Saved entries:
▬▬▬▬▬▬▬▬▬▬

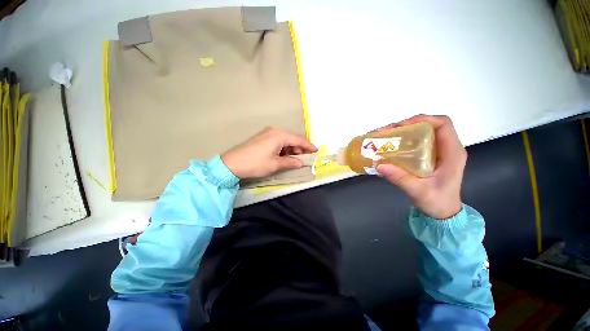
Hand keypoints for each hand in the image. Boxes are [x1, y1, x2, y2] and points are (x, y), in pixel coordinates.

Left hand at [221, 127, 317, 178]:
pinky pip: (277, 141)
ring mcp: (267, 133)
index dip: (308, 146)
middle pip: (292, 138)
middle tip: (303, 158)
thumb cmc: (256, 163)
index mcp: (279, 135)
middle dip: (299, 148)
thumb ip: (290, 162)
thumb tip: (300, 162)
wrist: (232, 163)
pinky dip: (282, 148)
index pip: (299, 139)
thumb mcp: (275, 165)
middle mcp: (274, 131)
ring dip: (290, 149)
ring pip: (284, 140)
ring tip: (292, 159)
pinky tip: (282, 156)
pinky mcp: (261, 137)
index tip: (316, 151)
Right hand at [375, 115, 466, 218]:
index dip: (423, 120)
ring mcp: (439, 152)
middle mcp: (447, 148)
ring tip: (385, 137)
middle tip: (387, 132)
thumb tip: (379, 165)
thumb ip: (400, 178)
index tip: (401, 126)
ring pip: (423, 133)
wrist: (443, 213)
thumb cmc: (437, 202)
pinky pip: (418, 142)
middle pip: (430, 126)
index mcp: (452, 153)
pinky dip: (404, 140)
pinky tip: (391, 146)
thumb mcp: (418, 191)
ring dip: (403, 132)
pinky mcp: (431, 157)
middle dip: (407, 125)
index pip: (443, 125)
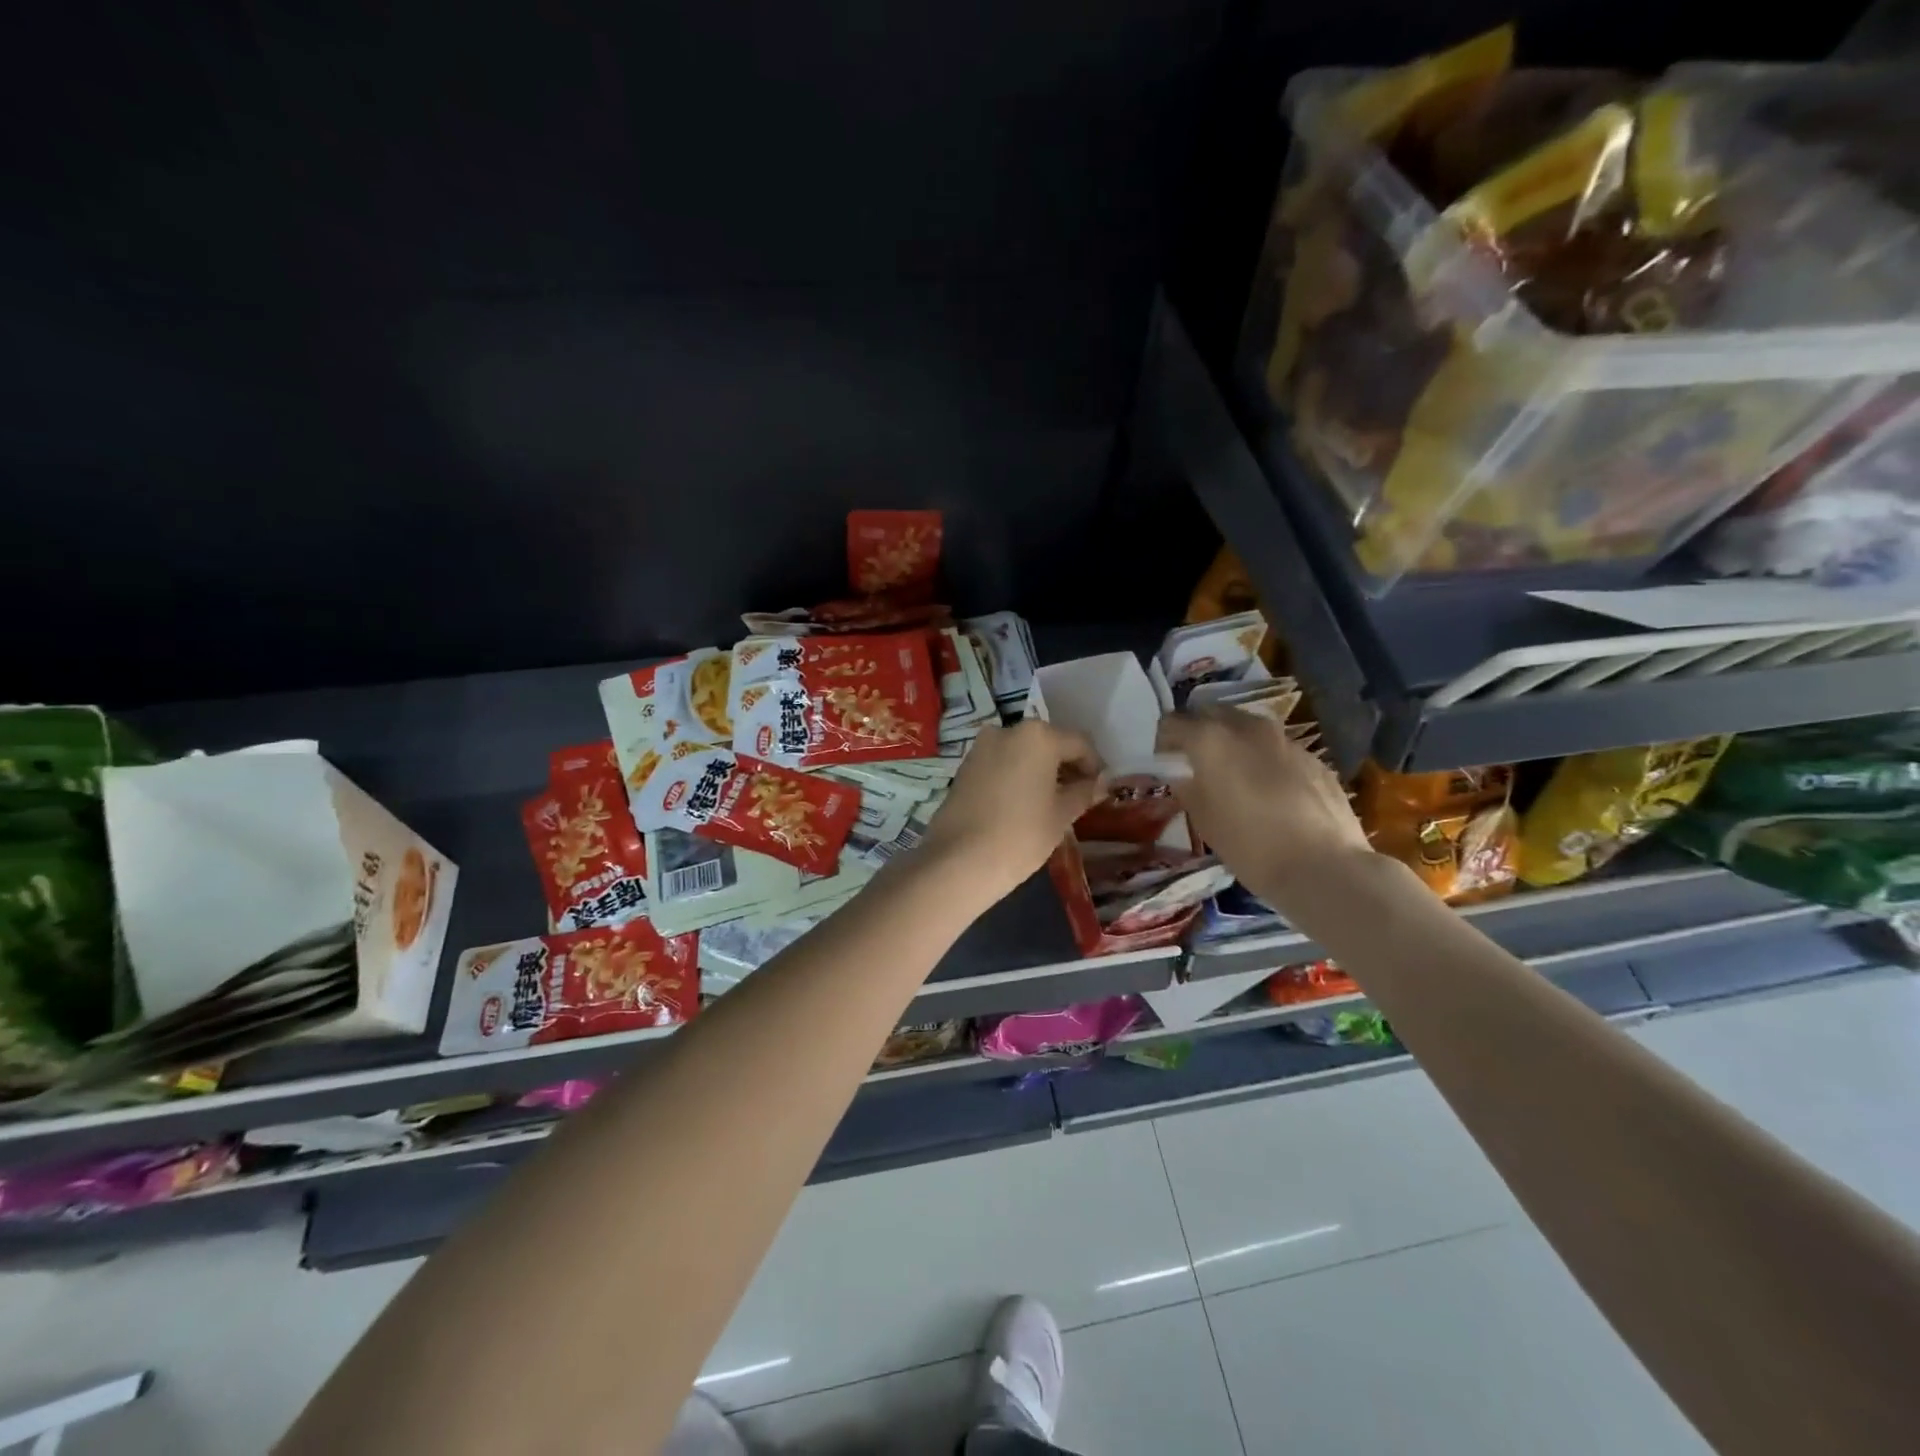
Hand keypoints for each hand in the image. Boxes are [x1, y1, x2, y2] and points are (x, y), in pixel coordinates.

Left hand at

▬▬▬▬▬▬▬▬▬▬

§ **Your goal**
With the pictures removed, copy the data above word for word.

§ **Answer for this exercise**
Hand keypoints for each hand in the image. Boxes are [x1, y1, x2, y2] and points are (x, y), in pixel coordinates.

Left hand at [221, 127, 317, 178]:
pinky pip: (277, 141)
ring mcp: (267, 133)
index dip: (308, 146)
middle pip: (292, 138)
middle tip: (303, 158)
thumb cmc: (256, 163)
index mcp: (279, 135)
middle dip: (299, 148)
thumb ip: (290, 162)
thumb tip: (300, 162)
wrist: (232, 163)
pinky dip: (282, 148)
index pip: (299, 139)
thumb mcp: (275, 165)
middle mcp: (274, 131)
ring dip: (290, 149)
ring pip: (284, 140)
ring tip: (292, 159)
pinky tip: (282, 156)
pinky mcp: (261, 137)
index tip: (316, 151)
Right hand at [375, 115, 466, 218]:
index dip: (423, 120)
ring mcp: (439, 152)
middle mcp: (447, 148)
ring tip: (385, 137)
middle tip: (387, 132)
thumb tip: (379, 165)
thumb ip: (400, 178)
index tip: (401, 126)
ring pip: (423, 133)
wrist: (443, 213)
thumb cmc: (437, 202)
pinky pip: (418, 142)
middle pip: (430, 126)
index mcp: (452, 153)
pinky dip: (404, 140)
pinky tip: (391, 146)
thumb mcp: (418, 191)
ring dip: (403, 132)
pinky mcp: (431, 157)
middle dip: (407, 125)
index pip: (443, 125)
Hand keypoints for each hand in the image. Boxes are [x1, y1, x2, y2] and points are (x, y), in pixel coordinates.

Left hand at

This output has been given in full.